W ciągu ostatniego ćwierćwiecza Mazury zmieniły się nie do poznania. W leżących w centrum szlaku  Wielkich Jezior Mikołajkach, gdzie w czasach PRLu był jeden obskurny hotelik, wyrosły jak grzyby po deszczu nowe hotele i pensjonaty (z królującym, gigantycznym „Gołębiewskim”), a w samym centrum, tuż koło „wioski żeglarskiej” zbudowano kilkanaście malowniczych i stylowych kamieniczek. Podobne inwestycje zrealizowano w Giżycku, bardzo zyskały na urodzie Pisz i Węgorzewo. Ten optymistyczny obrazek psuje fakt, że jest to rejon bodajże największego w Polsce bezrobocia. W okresie transformacji padło tan kilka zakładów przemysłu spożywczego, padły mleczarnie( co skutkowało poprawą czystości wód w jeziorach), padły, jak w całym kraju, PGRy. Pozostała turystyka, z której Mazury żyją, ale to zaledwie 3-4 miesiące w roku, więc nastroje mieszkańców nie są najlepsze. Z tą turystyką też w ostatnich latach jest kiepsko, bo wiadomo – kryzys. Sytuację ratuje trochę turystyka niemiecka, ale byli mieszkańcy, którzy się na tych terenach urodzili i wychowali są już bardzo wiekowi i jest ich coraz mniej. A ich potomkowie najczęściej nie mają już tego sentymentu.

Ludzie, ale także władze samorządowe próbują ratować swój budżet sprzedażą ziemi. Jeśli działka ma dostęp do linii brzegowej, to cena metra kwadratowego jest wysoka i ze sprzedażą, nawet w czasie kryzysu, nie ma problemu. Mieszkańców Giżycka bulwersuje fakt sprzedaży przez gminę kilkuset hektarów ziemi na Fuledzkim Rogu, który jest zachodnim brzegiem jeziora Kisajno. Przez kilka lat nic się tam nie działo, aż  nagle wycięto kawał lasu i oczom przepływających żeglarzy ukazały się tajemnicze, stylowe budowle. Ale co więcej, pojawił się wykopany niewielki port jachtowy, co oznaczało, że zmieniona została linia brzegowa. Gdy obywatel na własnej działce wytnie bez zezwolenia jedno drzewo, to może się nim zainteresować prokurator. A tu kawał lasu(żeby mieć widok na jezioro) i zmieniona linia brzegowa pamiętająca bez wątpienia czasy Jadźwingów  -  a prokuratura milczy.Tajemniczy  teren jest ogrodzony, wszędzie są kamery i stale kręcą się ochraniacze z psami. – Tam musi być jakaś mafia, albo tajne służby – usłyszałem w giżyckiej kawiarni. A sam widziałem jak duży wojskowy śmigłowiec Mi lądował na tej tajemniczej rezydencji.

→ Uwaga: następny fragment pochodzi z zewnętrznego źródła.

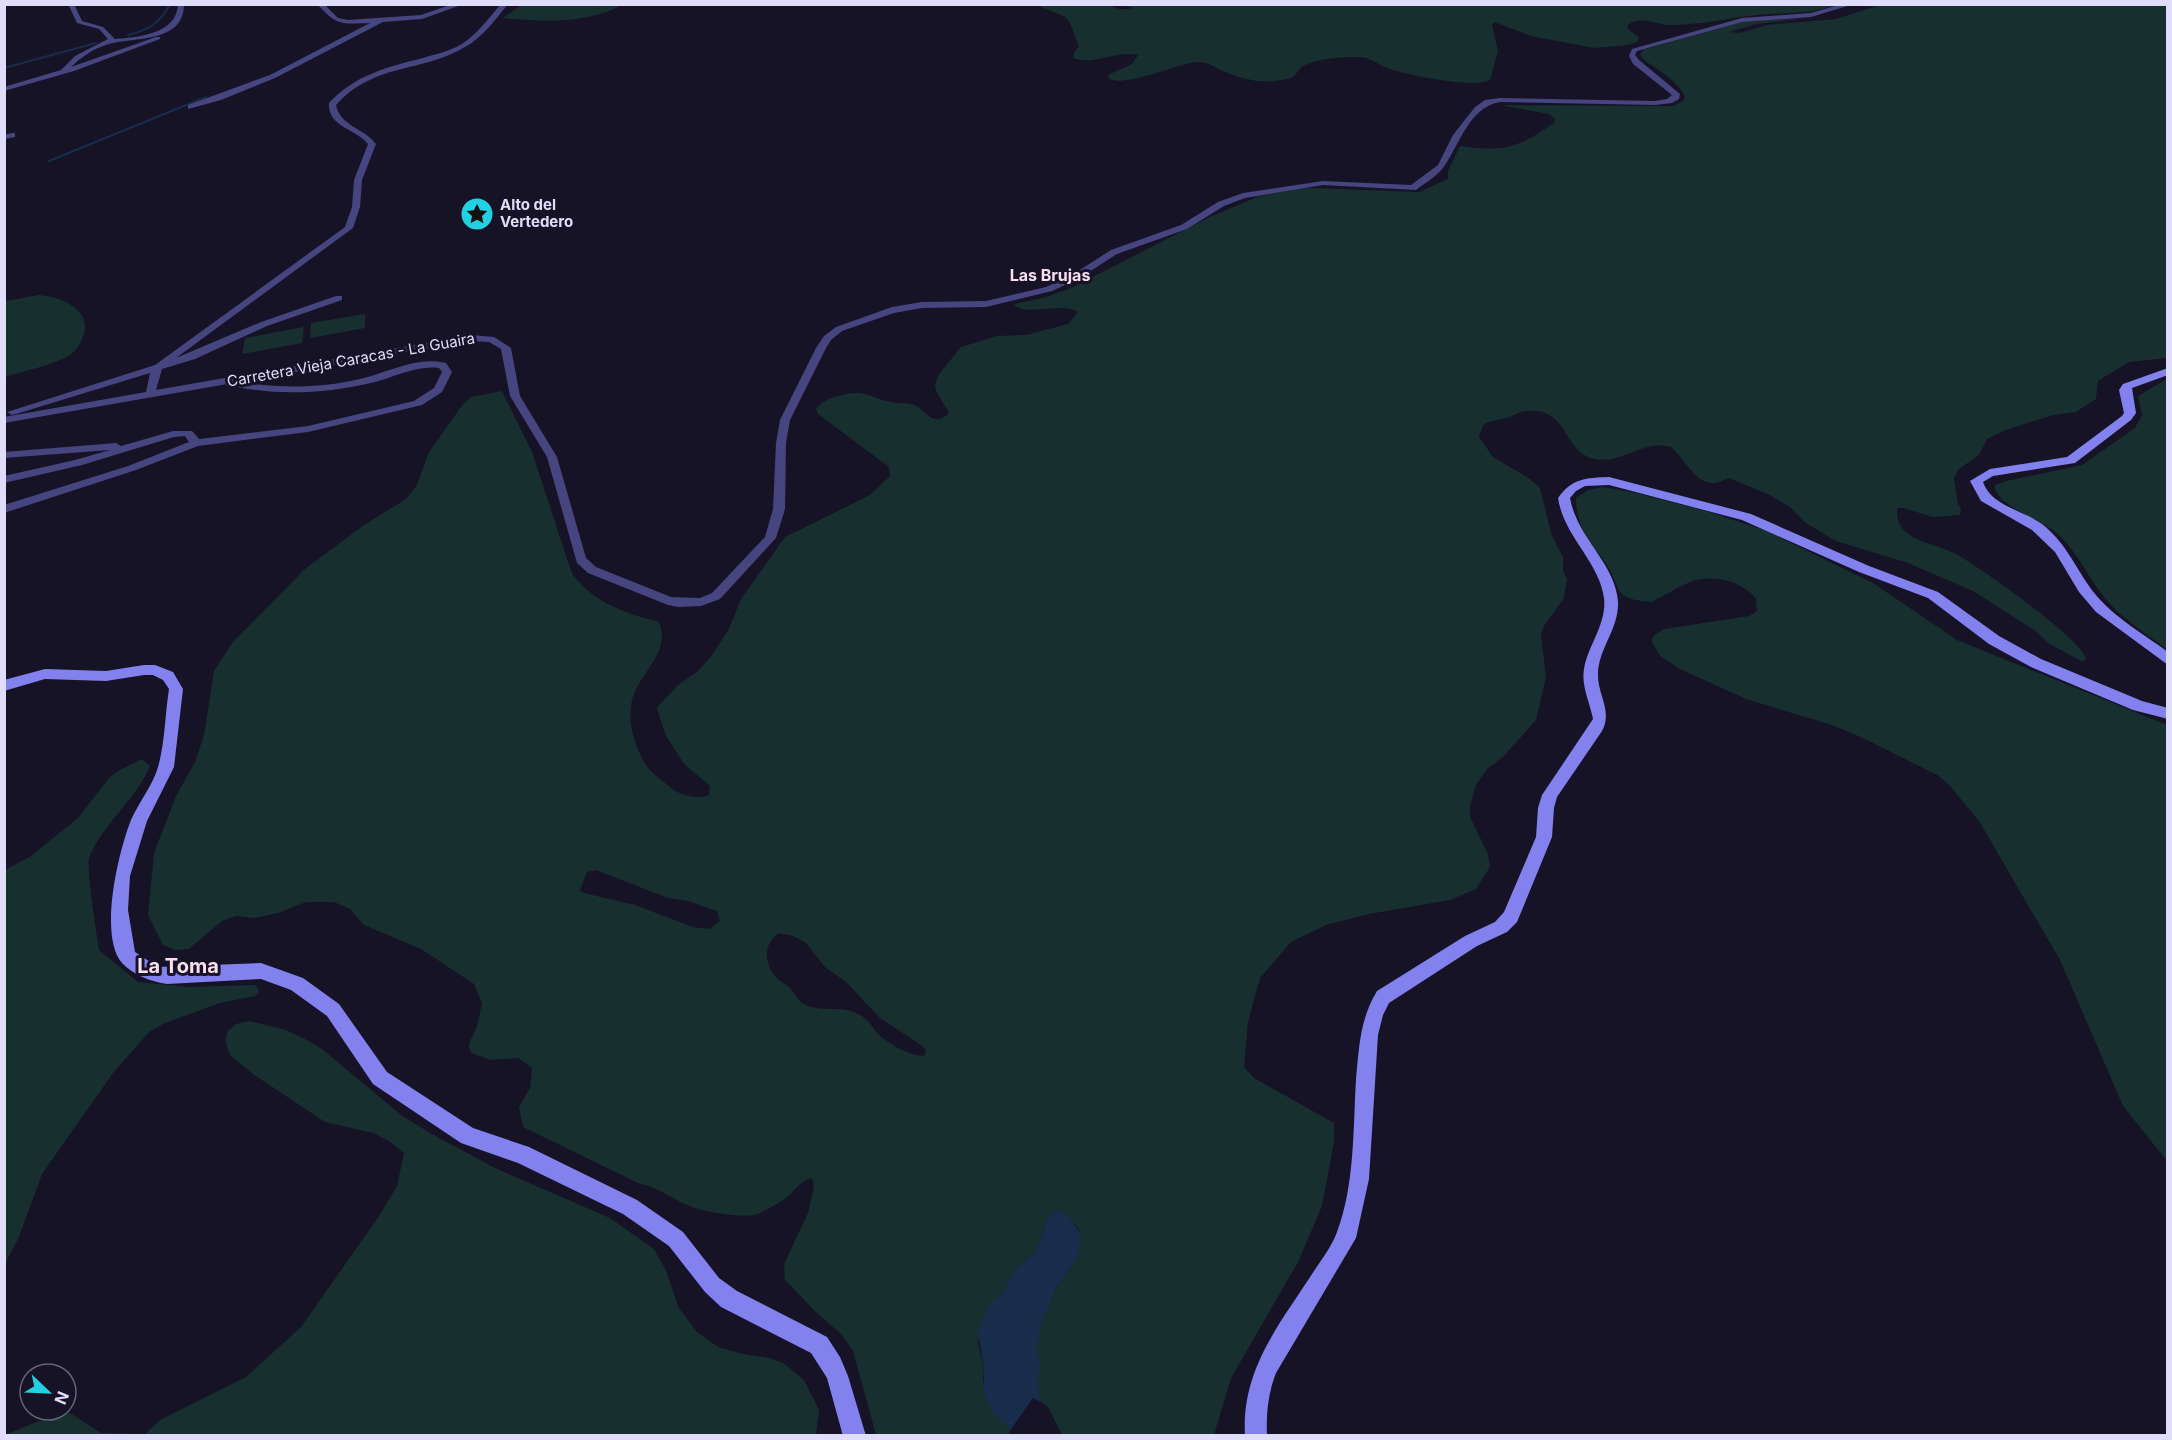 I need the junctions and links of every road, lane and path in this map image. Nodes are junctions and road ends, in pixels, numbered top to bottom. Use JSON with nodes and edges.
{"nodes":[{"id":1,"x":71,"y":4,"type":"edge"},
{"id":2,"x":181,"y":4,"type":"edge"},
{"id":3,"x":320,"y":4,"type":"edge"},
{"id":4,"x":461,"y":4,"type":"edge"},
{"id":5,"x":1851,"y":4,"type":"edge"},
{"id":6,"x":503,"y":5,"type":"edge"},
{"id":7,"x":381,"y":20,"type":"junction"},
{"id":8,"x":158,"y":38,"type":"dead end"},
{"id":9,"x":109,"y":42,"type":"junction"},
{"id":10,"x":60,"y":73,"type":"junction"},
{"id":11,"x":4,"y":89,"type":"edge"},
{"id":12,"x":191,"y":107,"type":"dead end"},
{"id":13,"x":339,"y":298,"type":"dead end"},
{"id":14,"x":158,"y":368,"type":"junction"},
{"id":15,"x":2168,"y":371,"type":"edge"},
{"id":16,"x":230,"y":381,"type":"junction"},
{"id":17,"x":151,"y":395,"type":"junction"},
{"id":18,"x":4,"y":414,"type":"edge"},
{"id":19,"x":4,"y":420,"type":"edge"},
{"id":20,"x":196,"y":443,"type":"junction"},
{"id":21,"x":140,"y":444,"type":"junction"},
{"id":22,"x":4,"y":455,"type":"edge"},
{"id":23,"x":4,"y":480,"type":"edge"},
{"id":24,"x":4,"y":509,"type":"edge"},
{"id":25,"x":2168,"y":660,"type":"edge"},
{"id":26,"x":4,"y":686,"type":"edge"},
{"id":27,"x":2168,"y":714,"type":"edge"},
{"id":28,"x":855,"y":1436,"type":"edge"},
{"id":29,"x":1256,"y":1436,"type":"edge"}],
"edges":[{"from":1,"to":9,"type":"street"},
{"from":2,"to":9,"type":"street"},
{"from":3,"to":7,"type":"street"},
{"from":4,"to":7,"type":"street"},
{"from":5,"to":16,"type":"street","name":"Carretera Vieja Caracas - La Guaira"},
{"from":6,"to":14,"type":"street"},
{"from":7,"to":12,"type":"street"},
{"from":8,"to":10,"type":"street"},
{"from":9,"to":10,"type":"street"},
{"from":10,"to":11,"type":"street"},
{"from":13,"to":14,"type":"street"},
{"from":14,"to":17,"type":"street"},
{"from":14,"to":18,"type":"street"},
{"from":15,"to":25,"type":"main road"},
{"from":16,"to":17,"type":"street","name":"Carretera Vieja Caracas - La Guaira"},
{"from":16,"to":20,"type":"street"},
{"from":17,"to":19,"type":"street","name":"Carretera Vieja Caracas - La Guaira"},
{"from":20,"to":21,"type":"street"},
{"from":20,"to":24,"type":"street"},
{"from":21,"to":22,"type":"street"},
{"from":21,"to":23,"type":"street"},
{"from":26,"to":28,"type":"main road"},
{"from":27,"to":29,"type":"main road"}]}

Parę kilometrów na północ leży Sztynort, jedno z najładniejszych miejsc na Mazurach – siedziba rodowa Lehndorffów. Ostatni właściciel Heinrich von Lehndorff został za udział w zamachu na Hitlera powieszony na strunie fortepianowej. Stoi tam piękny pałac w katastrofalnym stanie i zapuszczony park, w którym rosną kilkusetletnie dęby. Dzisiaj w Sztynorcie jest wioska żeglarska, a wszystkim rządzi tajemnicza spółka Tiga Yacht, mająca flotyllę własnych jachtów – do wyczarterowania. Wszystkich frapuje, jak Tiga radzi sobie z biznesem, skoro od lat większość łódek jest przycumowana do kei i jakoś nie znajduje klienta. Wysoki koszt czarteru nie wydaje się jedynym wytłumaczeniem, a sugerowane przez moich rozmówców hipotezy nie nadają się do zacytowania.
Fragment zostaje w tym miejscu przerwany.